Recipe: Grilled Panfish with Lemon and Dill

My favorite recipes are ones that don’t require exact measurements. Fortunately, many fish recipes fall into this category, including grilled panfish. If you’ve come home from the pond with bluegills, crappies, perch, or other panfish, this is a simple and yummy way to cook them.

It’s best with relatively large panfish, since you’ll be able to flake a whole fillet off the bones more easily, and pin bones will be easier to remove. However, it’s also fine for smaller fish as long as you’re willing to pick the meat off the bones as you go.

Again, this recipe doesn’t have exact measurements. The preparation of the ingredients matters much more than the quantity.

Ingredients:

  • Several whole panfish
  • Butter
  • Salt
  • Pepper
  • Lemon juice
  • Fresh dill

If you’re cooking these over a portable grill on a camping trip, check out How to Bring Spices, Sauces, and Oils Camping.

If you need help killing your fish, check out 3 Humane Ways to Kill Fish.

Directions:

As mentioned before, the preparation matters more here than quantity. Season to taste with as much lemon, salt, pepper, and dill as you want. Make sure to scale thoroughly, though, or you’ll be spitting them out later!

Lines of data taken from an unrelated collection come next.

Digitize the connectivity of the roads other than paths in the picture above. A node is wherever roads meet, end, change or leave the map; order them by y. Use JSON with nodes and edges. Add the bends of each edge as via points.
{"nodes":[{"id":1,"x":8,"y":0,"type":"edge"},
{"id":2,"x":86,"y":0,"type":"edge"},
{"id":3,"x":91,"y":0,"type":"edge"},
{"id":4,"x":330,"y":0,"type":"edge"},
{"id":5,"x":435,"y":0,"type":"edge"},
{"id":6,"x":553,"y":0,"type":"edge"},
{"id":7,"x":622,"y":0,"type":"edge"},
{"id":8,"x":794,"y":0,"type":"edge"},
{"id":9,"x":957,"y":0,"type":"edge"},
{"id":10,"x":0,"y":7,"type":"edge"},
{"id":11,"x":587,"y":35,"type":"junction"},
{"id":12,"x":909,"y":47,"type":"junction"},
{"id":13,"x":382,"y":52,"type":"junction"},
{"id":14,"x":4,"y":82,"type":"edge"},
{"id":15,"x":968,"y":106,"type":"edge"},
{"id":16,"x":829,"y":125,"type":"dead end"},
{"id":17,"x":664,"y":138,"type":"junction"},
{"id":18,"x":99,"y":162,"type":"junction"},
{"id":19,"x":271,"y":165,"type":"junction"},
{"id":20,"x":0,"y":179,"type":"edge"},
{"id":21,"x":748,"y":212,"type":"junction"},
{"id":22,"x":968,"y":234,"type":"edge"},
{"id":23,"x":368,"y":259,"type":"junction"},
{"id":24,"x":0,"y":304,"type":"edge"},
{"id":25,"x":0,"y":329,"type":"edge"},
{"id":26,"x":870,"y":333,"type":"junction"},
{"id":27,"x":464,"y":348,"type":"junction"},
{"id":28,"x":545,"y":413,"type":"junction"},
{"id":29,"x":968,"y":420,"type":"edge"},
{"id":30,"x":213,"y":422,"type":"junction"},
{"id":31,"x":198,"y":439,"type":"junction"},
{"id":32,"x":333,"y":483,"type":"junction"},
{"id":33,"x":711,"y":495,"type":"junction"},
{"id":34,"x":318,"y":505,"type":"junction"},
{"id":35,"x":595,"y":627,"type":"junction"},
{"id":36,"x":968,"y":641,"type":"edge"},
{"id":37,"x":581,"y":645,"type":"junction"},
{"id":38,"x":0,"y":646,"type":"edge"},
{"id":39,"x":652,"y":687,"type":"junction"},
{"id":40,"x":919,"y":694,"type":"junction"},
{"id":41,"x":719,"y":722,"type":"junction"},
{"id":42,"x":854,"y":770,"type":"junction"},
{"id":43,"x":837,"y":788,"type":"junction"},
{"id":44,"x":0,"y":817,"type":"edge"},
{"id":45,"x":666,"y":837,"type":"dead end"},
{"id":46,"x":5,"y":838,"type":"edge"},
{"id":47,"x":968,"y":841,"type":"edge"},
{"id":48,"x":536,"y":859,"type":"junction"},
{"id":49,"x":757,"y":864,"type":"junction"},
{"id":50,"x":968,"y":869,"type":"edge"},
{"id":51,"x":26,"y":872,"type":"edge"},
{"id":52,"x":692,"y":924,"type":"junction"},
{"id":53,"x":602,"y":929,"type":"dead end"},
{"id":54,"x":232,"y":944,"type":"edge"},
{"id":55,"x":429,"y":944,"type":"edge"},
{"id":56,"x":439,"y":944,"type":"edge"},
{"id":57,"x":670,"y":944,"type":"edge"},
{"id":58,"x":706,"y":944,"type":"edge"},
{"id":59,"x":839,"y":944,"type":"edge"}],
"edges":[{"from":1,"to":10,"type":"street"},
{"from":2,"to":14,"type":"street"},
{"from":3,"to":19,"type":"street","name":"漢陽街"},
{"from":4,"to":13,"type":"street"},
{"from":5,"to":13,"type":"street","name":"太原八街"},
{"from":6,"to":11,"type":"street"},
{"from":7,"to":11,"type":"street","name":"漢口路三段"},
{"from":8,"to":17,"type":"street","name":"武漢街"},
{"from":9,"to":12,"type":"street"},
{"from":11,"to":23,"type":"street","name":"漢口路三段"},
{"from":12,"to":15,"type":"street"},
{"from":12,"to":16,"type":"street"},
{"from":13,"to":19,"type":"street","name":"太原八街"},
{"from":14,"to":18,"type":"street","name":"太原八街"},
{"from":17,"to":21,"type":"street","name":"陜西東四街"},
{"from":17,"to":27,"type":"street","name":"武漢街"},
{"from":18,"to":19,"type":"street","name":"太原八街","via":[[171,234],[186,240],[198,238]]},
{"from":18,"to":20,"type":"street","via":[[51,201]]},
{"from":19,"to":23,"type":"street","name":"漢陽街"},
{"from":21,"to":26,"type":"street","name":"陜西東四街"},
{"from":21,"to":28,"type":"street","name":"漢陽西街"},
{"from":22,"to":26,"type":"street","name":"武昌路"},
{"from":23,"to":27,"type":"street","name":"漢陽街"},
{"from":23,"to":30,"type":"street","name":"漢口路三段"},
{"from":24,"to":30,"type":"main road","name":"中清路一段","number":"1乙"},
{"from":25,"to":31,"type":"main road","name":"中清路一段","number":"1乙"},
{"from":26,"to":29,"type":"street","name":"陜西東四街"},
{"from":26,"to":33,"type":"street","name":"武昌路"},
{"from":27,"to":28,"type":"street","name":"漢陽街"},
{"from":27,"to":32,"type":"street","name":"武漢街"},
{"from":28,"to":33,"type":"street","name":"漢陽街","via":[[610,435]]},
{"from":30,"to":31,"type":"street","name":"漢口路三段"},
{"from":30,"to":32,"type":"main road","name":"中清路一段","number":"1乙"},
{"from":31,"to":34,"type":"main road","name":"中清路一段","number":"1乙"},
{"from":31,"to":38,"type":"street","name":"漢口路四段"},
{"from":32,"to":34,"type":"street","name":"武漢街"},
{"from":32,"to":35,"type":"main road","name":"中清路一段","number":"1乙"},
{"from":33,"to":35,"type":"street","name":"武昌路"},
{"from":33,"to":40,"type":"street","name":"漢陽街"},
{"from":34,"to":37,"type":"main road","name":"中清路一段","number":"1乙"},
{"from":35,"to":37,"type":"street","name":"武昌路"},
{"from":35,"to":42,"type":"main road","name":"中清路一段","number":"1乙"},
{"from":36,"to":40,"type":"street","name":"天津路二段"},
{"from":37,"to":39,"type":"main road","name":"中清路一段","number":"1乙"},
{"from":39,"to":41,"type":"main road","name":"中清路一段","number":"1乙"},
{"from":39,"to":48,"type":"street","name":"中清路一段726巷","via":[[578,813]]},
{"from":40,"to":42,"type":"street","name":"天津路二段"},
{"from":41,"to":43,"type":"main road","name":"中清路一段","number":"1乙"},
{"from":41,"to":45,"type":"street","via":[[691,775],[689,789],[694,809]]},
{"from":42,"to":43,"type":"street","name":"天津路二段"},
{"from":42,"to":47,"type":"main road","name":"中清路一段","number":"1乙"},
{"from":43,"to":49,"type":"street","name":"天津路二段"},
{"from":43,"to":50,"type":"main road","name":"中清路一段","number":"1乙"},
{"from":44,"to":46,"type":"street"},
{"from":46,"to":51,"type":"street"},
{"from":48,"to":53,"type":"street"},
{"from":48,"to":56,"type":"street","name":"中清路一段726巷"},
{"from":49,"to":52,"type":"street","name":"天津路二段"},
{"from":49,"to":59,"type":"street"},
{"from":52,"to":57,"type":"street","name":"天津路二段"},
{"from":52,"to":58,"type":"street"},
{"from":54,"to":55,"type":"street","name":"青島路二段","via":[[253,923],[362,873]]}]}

1. Cut the head off each fish, just behind the gills and pectoral fins.

A bluegill with the head cut off behind the gills

2. Gut each fish and clean out the body cavity.

A cleaned and gutted bluegill on a cutting board

3. Scale each fish. To scale, hold the fish down on a cutting board near the tail. Using a spoon or butter knife, scrape the scales toward the head. It’ll take quite a few passes in each spot to completely remove the scales. Some fish are also easier to scale than others. Double and triple check your work here. It’s much better to do this right the first time than to find scales in your meal.

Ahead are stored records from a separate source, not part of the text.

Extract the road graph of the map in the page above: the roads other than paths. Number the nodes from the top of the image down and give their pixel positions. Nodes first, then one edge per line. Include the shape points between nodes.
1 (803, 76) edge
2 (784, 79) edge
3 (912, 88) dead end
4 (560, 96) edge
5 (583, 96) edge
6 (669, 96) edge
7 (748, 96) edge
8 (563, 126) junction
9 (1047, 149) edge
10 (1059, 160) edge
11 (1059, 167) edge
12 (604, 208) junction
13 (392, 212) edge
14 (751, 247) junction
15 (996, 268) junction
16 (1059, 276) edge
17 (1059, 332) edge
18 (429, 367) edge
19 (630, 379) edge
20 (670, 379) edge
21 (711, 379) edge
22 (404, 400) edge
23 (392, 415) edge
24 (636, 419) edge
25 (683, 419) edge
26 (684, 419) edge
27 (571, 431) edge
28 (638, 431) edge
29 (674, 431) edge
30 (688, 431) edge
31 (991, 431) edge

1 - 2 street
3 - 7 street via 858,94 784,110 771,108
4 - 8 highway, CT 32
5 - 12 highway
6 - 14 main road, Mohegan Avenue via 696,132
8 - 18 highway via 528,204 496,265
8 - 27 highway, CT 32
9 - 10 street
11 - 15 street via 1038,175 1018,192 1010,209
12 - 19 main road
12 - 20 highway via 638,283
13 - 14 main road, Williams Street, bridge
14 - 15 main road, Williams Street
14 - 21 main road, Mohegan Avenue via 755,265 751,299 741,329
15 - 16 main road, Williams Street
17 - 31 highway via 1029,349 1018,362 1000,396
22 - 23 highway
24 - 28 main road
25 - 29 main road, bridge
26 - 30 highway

Multiple cleaned and gutted panfish in a bowl

4. Make the stuffing mixture:

Chop the fresh dill finely. Melt the butter until it’s creamy and spreadable, and add in fresh dill, lemon juice, salt and pepper to taste.

Chopped dill and butter on a cutting board near a knife

5. Spread the mixture into the body cavity of each fish, and brush the skin with it as well. Also set some aside for dipping later.

Multiple cleaned and gutted panfish in a bowl with butter in the body cavity.

6. Make 2-4 vertical slices along the body of the fish. “Scoring” the flesh allows the heat to distribute evenly through the meat. Heat the grill to medium-high, and put the fish on. Cook for a few minutes on each side, flipping only once. The fish are done when the skin is crispy and the flesh flaky.

Multiple panfish cooking on a grill

7. Melt the rest of the butter mixture and serve as a dip for the fish.

Depending on the size, grilled panfish can be eaten with a fork or as finger food. You may find pinbones in the flesh, but they can be picked out as you go, especially if you’re eating it as finger food. If the spines of the fins are still strong and sharp, they can be discarded, but the soft fins, including the tail, are tasty. When you’re done, you should have a perfect little fish skeleton (sans head) on your plate!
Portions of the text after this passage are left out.